The full list and constructor signatures are in the API reference.

Stacking multiple restraints

Apply several restraints to the same target by chaining .with_restraint():

target = (
    Target(frame, count=500)
    .with_name("water")
    .with_restraint(InsideBoxRestraint([0, 0, 0], [40, 40, 40]))
    .with_restraint(OutsideSphereRestraint([20, 20, 20], 5.0))
)

Each call attaches an independent restraint. All active restraints are evaluated at every optimizer step.

Scopes

A restraint can be applied at two scopes:

  • Whole targettarget.with_restraint(r) — penalises every atom.
  • Atom subsettarget.with_atom_restraint([0, 1, 2], r) — penalises only the listed atoms (0-based indices).

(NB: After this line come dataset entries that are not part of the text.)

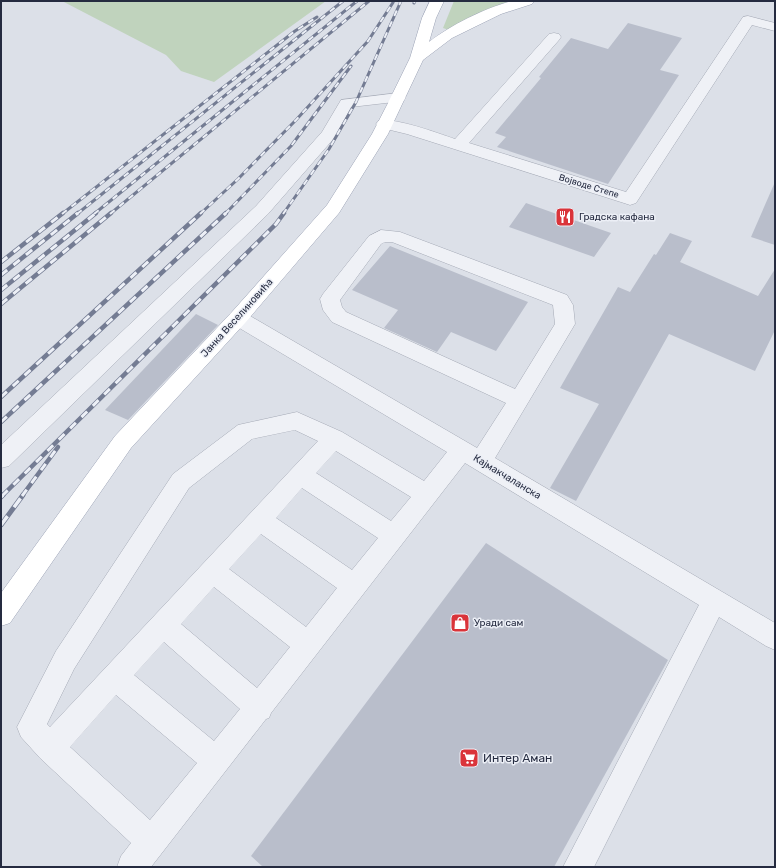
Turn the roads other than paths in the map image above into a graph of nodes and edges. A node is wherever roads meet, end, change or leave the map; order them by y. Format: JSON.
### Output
{"nodes":[{"id":1,"x":437,"y":1,"type":"edge"},
{"id":2,"x":527,"y":1,"type":"edge"},
{"id":3,"x":775,"y":27,"type":"edge"},
{"id":4,"x":554,"y":37,"type":"dead end"},
{"id":5,"x":417,"y":58,"type":"junction"},
{"id":6,"x":398,"y":98,"type":"junction"},
{"id":7,"x":384,"y":124,"type":"junction"},
{"id":8,"x":458,"y":145,"type":"junction"},
{"id":9,"x":238,"y":318,"type":"junction"},
{"id":10,"x":519,"y":400,"type":"junction"},
{"id":11,"x":334,"y":438,"type":"junction"},
{"id":12,"x":472,"y":456,"type":"junction"},
{"id":13,"x":1,"y":459,"type":"edge"},
{"id":14,"x":301,"y":475,"type":"junction"},
{"id":15,"x":427,"y":495,"type":"junction"},
{"id":16,"x":260,"y":520,"type":"junction"},
{"id":17,"x":394,"y":536,"type":"junction"},
{"id":18,"x":212,"y":571,"type":"junction"},
{"id":19,"x":355,"y":586,"type":"junction"},
{"id":20,"x":714,"y":601,"type":"junction"},
{"id":21,"x":1,"y":614,"type":"edge"},
{"id":22,"x":163,"y":625,"type":"junction"},
{"id":23,"x":775,"y":637,"type":"edge"},
{"id":24,"x":308,"y":645,"type":"junction"},
{"id":25,"x":115,"y":677,"type":"junction"},
{"id":26,"x":259,"y":708,"type":"junction"},
{"id":27,"x":50,"y":748,"type":"junction"},
{"id":28,"x":216,"y":761,"type":"junction"},
{"id":29,"x":152,"y":842,"type":"junction"},
{"id":30,"x":132,"y":867,"type":"edge"},
{"id":31,"x":578,"y":867,"type":"edge"}],
"edges":[{"from":1,"to":5,"type":"main road","name":"Јанка Веселиновића"},
{"from":2,"to":5,"type":"main road"},
{"from":3,"to":8,"type":"street","name":"Војводе Степе"},
{"from":4,"to":8,"type":"street"},
{"from":5,"to":6,"type":"main road","name":"Јанка Веселиновића"},
{"from":6,"to":7,"type":"main road","name":"Јанка Веселиновића"},
{"from":6,"to":13,"type":"street"},
{"from":7,"to":8,"type":"street","name":"Војводе Степе"},
{"from":7,"to":9,"type":"main road","name":"Јанка Веселиновића"},
{"from":9,"to":12,"type":"street","name":"Кајмакчаланска"},
{"from":9,"to":21,"type":"main road","name":"Јанка Веселиновића"},
{"from":10,"to":10,"type":"street"},
{"from":10,"to":12,"type":"street"},
{"from":11,"to":14,"type":"street"},
{"from":11,"to":15,"type":"street"},
{"from":11,"to":27,"type":"street"},
{"from":12,"to":15,"type":"street"},
{"from":12,"to":20,"type":"street","name":"Кајмакчаланска"},
{"from":14,"to":16,"type":"street"},
{"from":14,"to":17,"type":"street"},
{"from":15,"to":17,"type":"street"},
{"from":16,"to":18,"type":"street"},
{"from":16,"to":19,"type":"street"},
{"from":17,"to":19,"type":"street"},
{"from":18,"to":22,"type":"street"},
{"from":18,"to":24,"type":"street"},
{"from":19,"to":24,"type":"street"},
{"from":20,"to":23,"type":"street","name":"Кајмакчаланска"},
{"from":20,"to":31,"type":"street"},
{"from":22,"to":25,"type":"street"},
{"from":22,"to":26,"type":"street"},
{"from":24,"to":26,"type":"street"},
{"from":25,"to":27,"type":"street"},
{"from":25,"to":28,"type":"street"},
{"from":26,"to":28,"type":"street"},
{"from":27,"to":29,"type":"street"},
{"from":28,"to":29,"type":"street"},
{"from":29,"to":30,"type":"street"}]}
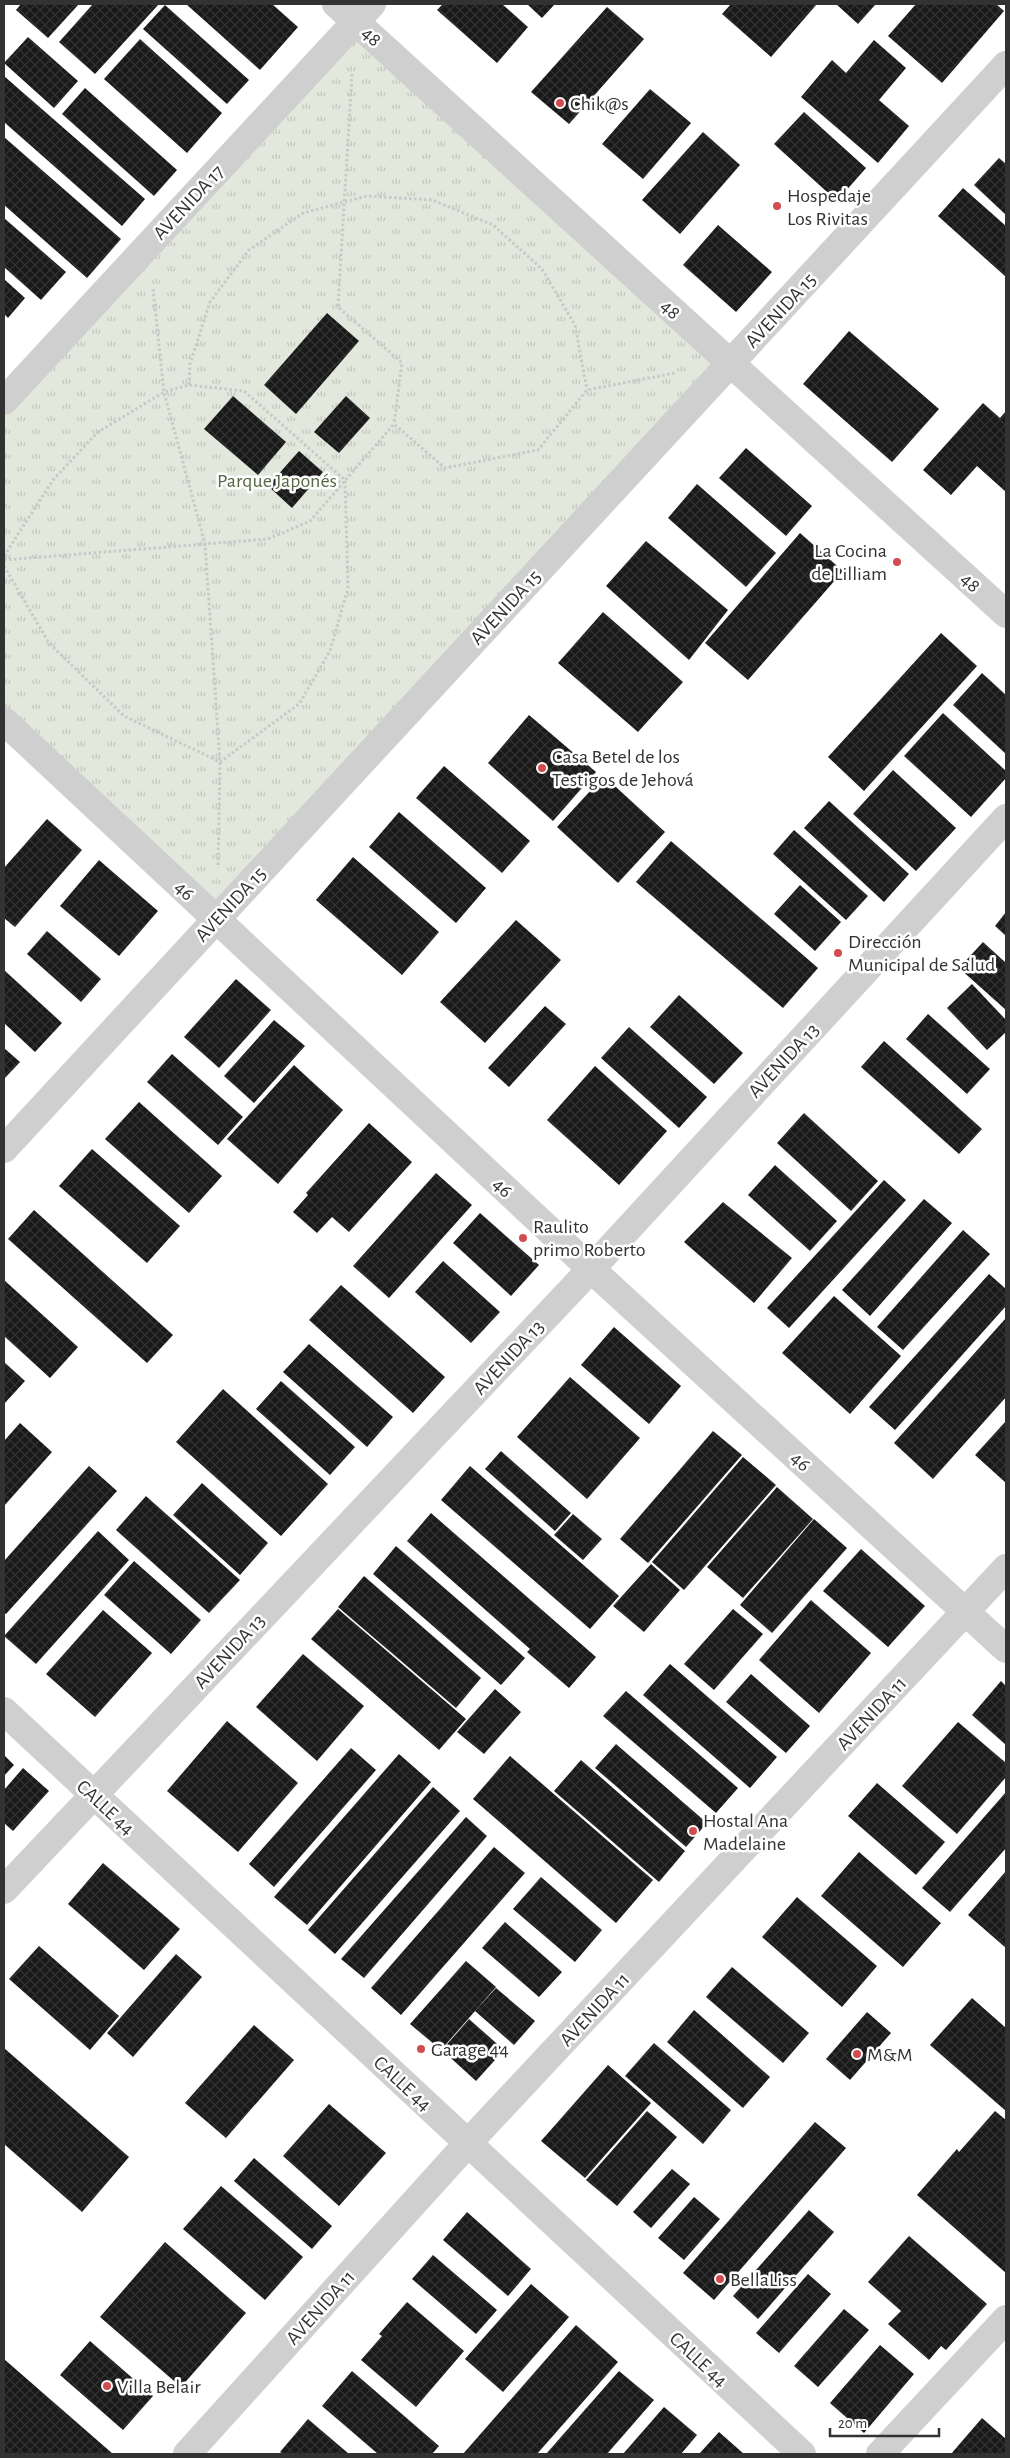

Example — a bilayer: pin heads above z=12, tails below z=2:

lipid = (
    Target(frame, count=20)
    .with_name("lipid")
    .with_restraint(InsideBoxRestraint([0, 0, 0], [40, 40, 14]))
    .with_atom_restraint([0, 1],   AbovePlaneRestraint([0, 0, 1], 12.0))
    .with_atom_restraint([30, 31], BelowPlaneRestraint([0, 0, 1], 2.0))
)

Global restraints

To apply one restraint to every target in a pack, attach it on the packer:

packer = (
    Molpack()
    .with_global_restraint(InsideBoxRestraint([0, 0, 0], [40, 40, 40]))
)

Semantically equivalent to calling .with_restraint(r) on every target, but avoids the duplication.

Custom restraints

Pass any object implementing f(x, scale, scale2) -> float and fg(x, scale, scale2) -> (float, (gx, gy, gz)). See the Restraint Protocol in molpack for the full contract.

class SphereRestraint:
    def __init__(self, center, radius):
        self.c = np.asarray(center)
        self.r = radius
    def f(self, x, scale, scale2):
        d = np.linalg.norm(np.asarray(x) - self.c) - self.r
        return scale2 * d * d if d > 0 else 0.0
    def fg(self, x, scale, scale2):
        rel = np.asarray(x) - self.c
        d = float(np.linalg.norm(rel))
        over = d - self.r
        if over <= 0:
            return 0.0, (0.0, 0.0, 0.0)
        factor = 2 * scale2 * over / d
        return scale2 * over * over, tuple(factor * rel)

target = Target(frame, count=10).with_restraint(SphereRestraint([0,0,0], 6.0))

Semantics

Every restraint contributes a continuously differentiable penalty \(f_{\text{rest}}(\mathbf{x})\) that is zero inside the allowed region and rises quadratically outside. The aggregate objective minimised by the packer is:

\[ U(\mathbf{x}) = f_{\text{dist}}(\mathbf{x}) + f_{\text{rest}}(\mathbf{x}) \]

where \(f_{\text{dist}}\) is the pairwise distance-violation sum for the user-specified tolerance. Convergence is declared when both fall below precision.

Restraints vs hard constraints

All built-in restraints are soft penalties — the optimizer may momentarily produce a violating configuration while searching. Hard geometric constraints (frozen placement, rotation bounds) are set on the Target directly via fixed_at and with_rotation_bound.